GitHub Repository: trixi-framework/Trixi.jl
Path: blob/main/docs/src/heterogeneous.md
²⁰⁵⁵ views

Heterogeneous computing

Support for heterogeneous computing is currently being worked on.

The use of Adapt.jl

Adapt.jl is a package in the JuliaGPU family that allows for the translation of nested data structures. The primary goal is to allow the substitution of Array at the storage level with a GPU array like CuArray from CUDA.jl.

To facilitate this, data structures must be parameterized, so instead of:

struct Container <: Trixi.AbstractContainer
   data::Array{Float64, 2}
end

They must be written as:

struct Container{D<:AbstractArray} <: Trixi.AbstractContainer
   data::D
end

# output

furthermore, we need to define a function that allows for the conversion of storage of our types:

using Adapt

function Adapt.adapt_structure(to, C::Container)
    return Container(adapt(to, C.data))
end

# output

or simply

Adapt.@adapt_structure(Container)

additionally, we must define Adapt.parent_type.

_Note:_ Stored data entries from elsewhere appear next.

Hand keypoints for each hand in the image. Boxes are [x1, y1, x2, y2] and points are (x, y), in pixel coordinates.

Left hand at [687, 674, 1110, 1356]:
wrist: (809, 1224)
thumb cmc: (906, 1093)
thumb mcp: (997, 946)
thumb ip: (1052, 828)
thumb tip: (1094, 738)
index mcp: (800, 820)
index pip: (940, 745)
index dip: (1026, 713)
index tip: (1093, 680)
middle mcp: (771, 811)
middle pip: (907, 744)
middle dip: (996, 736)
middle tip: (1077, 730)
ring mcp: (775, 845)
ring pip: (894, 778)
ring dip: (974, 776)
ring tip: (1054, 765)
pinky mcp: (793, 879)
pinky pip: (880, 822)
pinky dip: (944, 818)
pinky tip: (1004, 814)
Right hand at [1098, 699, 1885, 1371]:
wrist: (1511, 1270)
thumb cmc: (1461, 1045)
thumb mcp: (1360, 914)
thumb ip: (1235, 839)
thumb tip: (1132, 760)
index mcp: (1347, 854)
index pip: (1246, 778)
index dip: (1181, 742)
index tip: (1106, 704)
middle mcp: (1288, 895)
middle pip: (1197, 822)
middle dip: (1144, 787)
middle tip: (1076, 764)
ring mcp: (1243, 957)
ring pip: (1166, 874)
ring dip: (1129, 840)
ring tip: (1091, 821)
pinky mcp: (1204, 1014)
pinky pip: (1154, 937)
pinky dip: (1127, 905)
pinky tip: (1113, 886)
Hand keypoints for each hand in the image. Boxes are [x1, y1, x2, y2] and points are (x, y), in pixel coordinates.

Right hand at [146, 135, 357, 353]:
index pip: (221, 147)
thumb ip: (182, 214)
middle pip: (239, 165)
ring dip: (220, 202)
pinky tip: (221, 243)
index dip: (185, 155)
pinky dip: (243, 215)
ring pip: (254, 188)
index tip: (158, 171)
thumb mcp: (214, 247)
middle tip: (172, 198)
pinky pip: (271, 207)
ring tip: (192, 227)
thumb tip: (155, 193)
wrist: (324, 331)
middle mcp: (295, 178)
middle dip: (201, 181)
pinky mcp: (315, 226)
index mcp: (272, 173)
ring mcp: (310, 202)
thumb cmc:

function Adapt.parent_type(::Type{<:Container{D}}) where D
    return D
end

# output

All together we can use this machinery to perform conversions of a container.

julia> C = Container(zeros(3))
Container{Vector{Float64}}([0.0, 0.0, 0.0])

julia> Trixi.storage_type(C)
Array

julia> using CUDA

julia> GPU_C = adapt(CuArray, C)
Container{CuArray{Float64, 1, CUDA.DeviceMemory}}([0.0, 0.0, 0.0])

julia> Trixi.storage_type(C)
CuArray

Element-type conversion with `Trixi.trixi_adapt`.

We can use Trixi.trixi_adapt to perform both an element-type and a storage-type adoption:

julia> C = Container(zeros(3))
Container{Vector{Float64}}([0.0, 0.0, 0.0])

julia> Trixi.trixi_adapt(Array, Float32, C)
Container{Vector{Float32}}(Float32[0.0, 0.0, 0.0])

julia> Trixi.trixi_adapt(CuArray, Float32, C)
Container{CuArray{Float32, 1, CUDA.DeviceMemory}}(Float32[0.0, 0.0, 0.0])

!!! note adapt(Array{Float32}, C) is tempting, but it will do the wrong thing in the presence of SVectors and similar arrays from StaticArrays.jl.

Writing GPU kernels

Offloading computations to the GPU is done with KernelAbstractions.jl, allowing for vendor-agnostic GPU code.

Example

Given the following Trixi.jl code, which would typically be called from within rhs!:

function trixi_rhs_fct(mesh, equations, solver, cache, args)
    @threaded for element in eachelement(solver, cache)
        # code
    end
end

Put the inner code in a new function rhs_fct_per_element. Besides the index element, pass all required fields as arguments, but make sure to @unpack them from their structs in advance.
Where trixi_rhs_fct is called, get the backend, i.e., the hardware we are currently running on via trixi_backend(x). This will, e.g., work with u_ode. Internally, KernelAbstractions.jl's get_backend will be called, i.e., KernelAbstractions.jl has to know the type of x.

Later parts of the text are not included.